Questions from Jennifer McCune & Arkana Staff.
Jennifer McCune: This is such a curious and engaging piece. What inspired it?
James Jacob Seawel: The committee of voices that live in my brain penned this piece. Often I feel as if I’m a bridge between multiple worlds—gay and straight, black and white, rural and urban, liberal and conservative, believers and non. It’s exhausting, but I don’t know any other way to live.
JM: How do you approach capturing dialect in a humorous, yet thoughtful way?
JJS: One of the pitfalls of living in a politically correct world, and I say that as a wannabe-woke liberal, is a constant fear of offending. I grew up around old Ozarkers who would unknowingly drift into Appalachian and even Elizabethan speech. To a Midwestern observer such dialect might come across as quaint or even cornpone, but it sounds like home to me. My Granny was forevermore commencing to do somethin’-or-‘nother and never failed to use “yonder” when giving directions. When I miss home, I just turn on some Loretta Lynn and home comes to me.
As much as I love the Ozarkian and Appalachian folk speak, African American Vernacular English blesses my ears too. I hope I never see the day where folks in the Ozarks talk crisp mainstream suburban newscaster English and I hope the old Black men of Biddleville don’t start code switching. It just wouldn’t be funny if the old gentleman in my story had said, “Excuse me kind sir, but your posterior is immense.” Actually, on second thought, it would have been hilarious, but you know what I mean. As much as I want America to be united, let’s not homogenize our speech. Let’s preserve it. It’s a beautiful part of the patchwork quilt that is America. Apologies to Karl Childers, but when I’m in a culture with rich accents and dialogue I could easily say to many folks I meet, “I like the way you talk.”
JM: What impression/feeling did you want to leave with the readers of this colorful piece?
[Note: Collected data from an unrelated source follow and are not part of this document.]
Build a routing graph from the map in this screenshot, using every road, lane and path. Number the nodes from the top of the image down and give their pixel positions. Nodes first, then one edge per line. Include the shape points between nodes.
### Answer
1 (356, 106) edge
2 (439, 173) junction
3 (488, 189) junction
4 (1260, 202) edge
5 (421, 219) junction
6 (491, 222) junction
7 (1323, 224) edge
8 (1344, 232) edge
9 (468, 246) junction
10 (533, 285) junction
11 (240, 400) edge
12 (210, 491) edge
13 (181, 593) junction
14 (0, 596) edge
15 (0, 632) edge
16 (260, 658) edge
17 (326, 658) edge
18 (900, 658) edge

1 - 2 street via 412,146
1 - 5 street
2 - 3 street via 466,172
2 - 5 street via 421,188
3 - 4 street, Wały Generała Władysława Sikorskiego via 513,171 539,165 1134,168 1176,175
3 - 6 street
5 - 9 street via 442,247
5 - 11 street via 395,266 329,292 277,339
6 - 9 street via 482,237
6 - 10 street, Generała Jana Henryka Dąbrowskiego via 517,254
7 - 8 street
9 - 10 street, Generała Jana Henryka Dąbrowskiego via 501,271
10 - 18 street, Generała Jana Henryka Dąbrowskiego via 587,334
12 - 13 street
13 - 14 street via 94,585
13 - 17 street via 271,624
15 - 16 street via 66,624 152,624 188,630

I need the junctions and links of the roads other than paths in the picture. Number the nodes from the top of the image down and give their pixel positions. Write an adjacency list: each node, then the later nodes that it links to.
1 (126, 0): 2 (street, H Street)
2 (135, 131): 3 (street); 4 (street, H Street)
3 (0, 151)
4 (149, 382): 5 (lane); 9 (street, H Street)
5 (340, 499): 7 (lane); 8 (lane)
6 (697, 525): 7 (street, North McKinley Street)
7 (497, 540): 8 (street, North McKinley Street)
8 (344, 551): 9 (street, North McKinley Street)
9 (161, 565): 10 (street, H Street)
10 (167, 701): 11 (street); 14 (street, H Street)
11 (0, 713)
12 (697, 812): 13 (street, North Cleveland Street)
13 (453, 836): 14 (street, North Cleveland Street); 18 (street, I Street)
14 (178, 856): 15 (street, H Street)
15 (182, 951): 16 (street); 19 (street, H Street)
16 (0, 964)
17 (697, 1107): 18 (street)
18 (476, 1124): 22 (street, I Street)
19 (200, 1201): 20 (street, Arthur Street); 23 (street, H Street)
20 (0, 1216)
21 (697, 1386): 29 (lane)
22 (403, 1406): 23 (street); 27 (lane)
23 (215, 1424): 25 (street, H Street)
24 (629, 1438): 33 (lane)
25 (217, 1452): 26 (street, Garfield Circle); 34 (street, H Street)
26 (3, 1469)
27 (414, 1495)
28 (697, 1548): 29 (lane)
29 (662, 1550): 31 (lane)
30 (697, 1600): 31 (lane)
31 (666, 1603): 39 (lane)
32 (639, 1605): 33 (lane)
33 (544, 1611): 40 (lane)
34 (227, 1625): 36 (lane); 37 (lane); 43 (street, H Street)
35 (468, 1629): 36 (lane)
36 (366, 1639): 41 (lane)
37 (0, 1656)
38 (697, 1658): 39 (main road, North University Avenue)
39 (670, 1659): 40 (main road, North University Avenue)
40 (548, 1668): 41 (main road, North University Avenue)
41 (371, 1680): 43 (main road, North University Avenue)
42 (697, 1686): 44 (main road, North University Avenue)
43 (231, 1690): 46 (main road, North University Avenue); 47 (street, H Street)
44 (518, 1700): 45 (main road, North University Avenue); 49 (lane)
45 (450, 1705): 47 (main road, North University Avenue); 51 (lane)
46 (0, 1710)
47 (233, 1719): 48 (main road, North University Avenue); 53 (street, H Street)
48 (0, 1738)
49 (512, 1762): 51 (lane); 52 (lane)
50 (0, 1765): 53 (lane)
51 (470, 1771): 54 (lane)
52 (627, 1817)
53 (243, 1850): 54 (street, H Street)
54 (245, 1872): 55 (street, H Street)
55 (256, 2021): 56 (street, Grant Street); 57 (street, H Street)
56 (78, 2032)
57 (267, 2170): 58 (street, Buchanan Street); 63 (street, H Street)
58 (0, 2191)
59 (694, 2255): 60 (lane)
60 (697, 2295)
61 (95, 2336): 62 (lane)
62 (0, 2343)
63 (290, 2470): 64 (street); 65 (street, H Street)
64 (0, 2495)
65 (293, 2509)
JJS: I wanted to paint a picture of America. For better or worse, this global pandemic has revealed and exposed us for who we are, and we’re not just rural white people in red states or urban blacks in blue cities. We’re Americans and most of us haven’t played by the rules very well during this pandemic. My liberal friends in Charlotte might have worn masks, but they didn’t do a good job of staying at home. People still have birthdays and the local watering hole is still serving margaritas, so Cheers! Meanwhile, my conservative friends in rural Arkansas often didn’t even think the coronavirus was a thing. Someone’s old Grandpa died and it was like, Well, he was 90. It was his time to be with Jesus. Let’s go to the home game. Pappaw would have wanted us to. America was handed a mirror in 2020. It’s been a 1 Corinthians 13:12 moment in my mind. Sadly, most of us are still seeing dimly. Lord, help us.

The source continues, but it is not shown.